Los criados los descalzaron y, al rehusar Cayo Mario que trajesen un brasero, por la molestia del humo, les ofrecieron calcetines, que ambos aceptaron, para, a continuación, acomodar el ángulo de reclinación situando a su gusto los almohadones bajo el antebrazo. El escanciador se aproximó, acompañado de un copero.

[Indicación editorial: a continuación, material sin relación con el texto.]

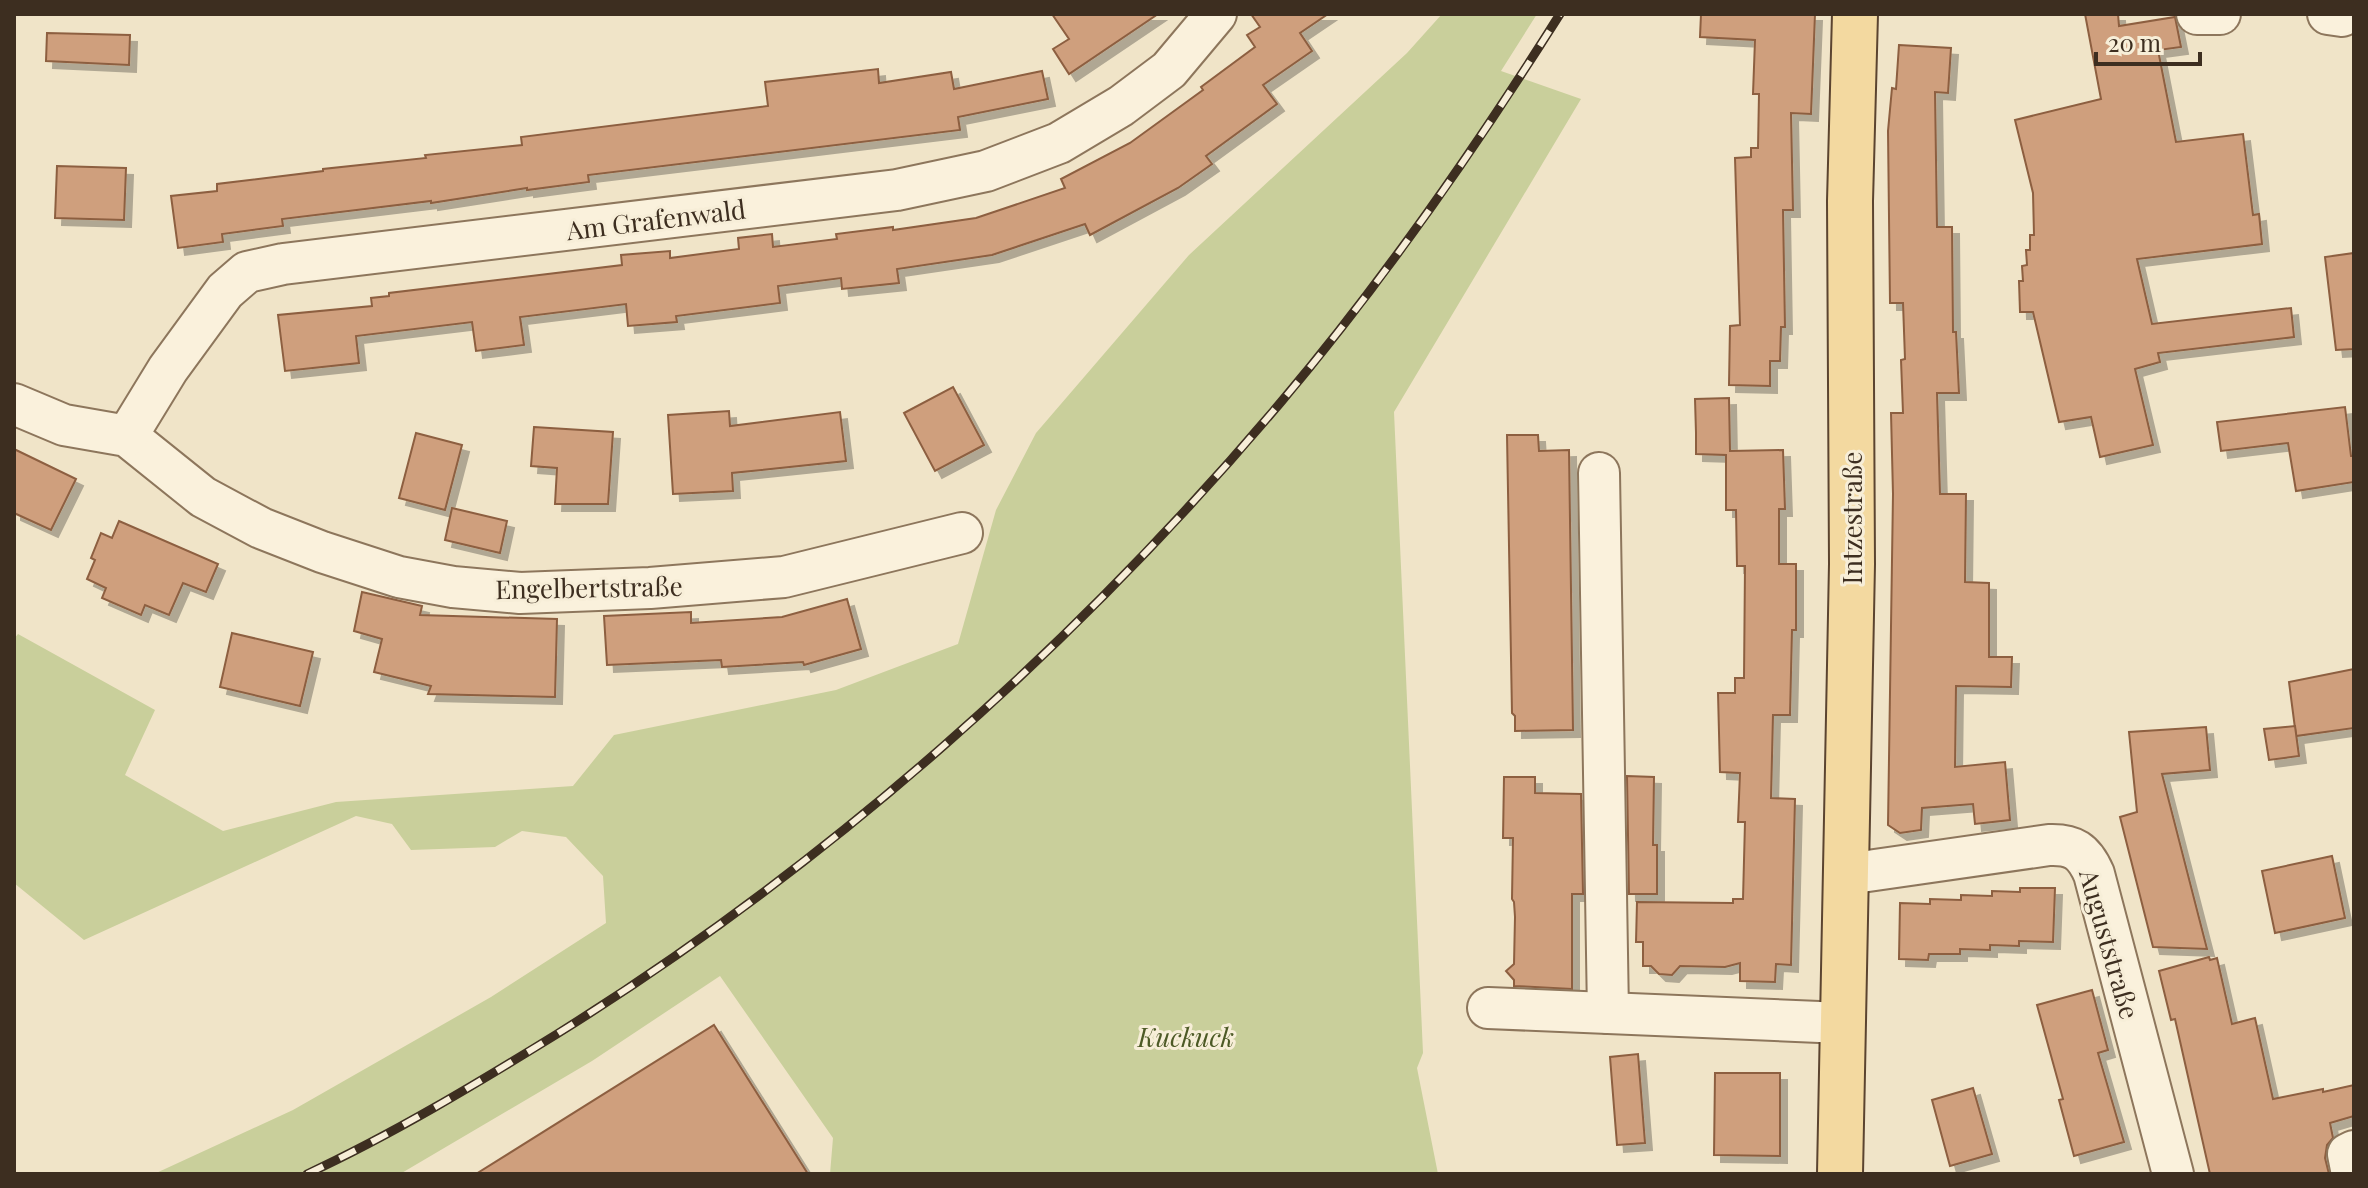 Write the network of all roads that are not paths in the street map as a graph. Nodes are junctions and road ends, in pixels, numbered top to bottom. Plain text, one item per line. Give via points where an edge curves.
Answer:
1 (1216, 14) edge
2 (1855, 14) edge
3 (2197, 14) edge
4 (2220, 14) edge
5 (14, 404) edge
6 (127, 436) junction
7 (1599, 473) dead end
8 (962, 533) dead end
9 (1847, 874) junction
10 (1488, 1008) dead end
11 (1608, 1013) junction
12 (1843, 1023) junction
13 (2354, 1151) edge
14 (1840, 1174) edge
15 (2173, 1174) edge
16 (2352, 1174) edge

1 - 6 street, Am Grafenwald via 1169,70 1121,106 1059,143 986,171 897,190 247,272 225,291
2 - 9 main road, Intzestraße
3 - 4 street
5 - 6 street, Engelbertstraße via 64,425
6 - 8 street, Engelbertstraße via 203,497 261,528 399,577 453,587 520,593 784,577
7 - 11 street
9 - 12 main road, Intzestraße
9 - 15 street, Auguststraße via 2049,845 2064,844 2080,852 2094,874
10 - 11 street
11 - 12 street
12 - 14 main road, Intzestraße
13 - 16 street via 2348,1154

– Mis hijos vendrán pronto, y las mujeres antes de que comencemos a cenar -dijo César, alzando la mano para que el escanciador se detuviera-. Cayo Mario, espero que no me juzguéis tacaño con el vino si os requiero respetuosamente a que lo toméis como yo voy a hacerlo, bien aguado. Me mueve una razón bien fundada, pero no creo que pueda exponérosla tan pronto. En pocas palabras, el motivo que puedo aducir en este momento es que a ambos nos conviene conservar la cabeza despejada. Además, a las mujeres les molesta ver a los hombres beber vino sin agua.

– Babear por efecto del vino no es una de mis debilidades -replicó Cayo Mario, reclinándose e interrumpiendo rápidamente el servicio del escanciador para, acto seguido, asegurarse de que le llenaba el resto de la copa casi hasta el borde con agua-. Si un hombre estima como es debido la compañía para aceptar una invitación a cenar, debe usar su lengua para hablar y no para desbarrar.

– ¡Bien dicho! -añadió César con una gran sonrisa.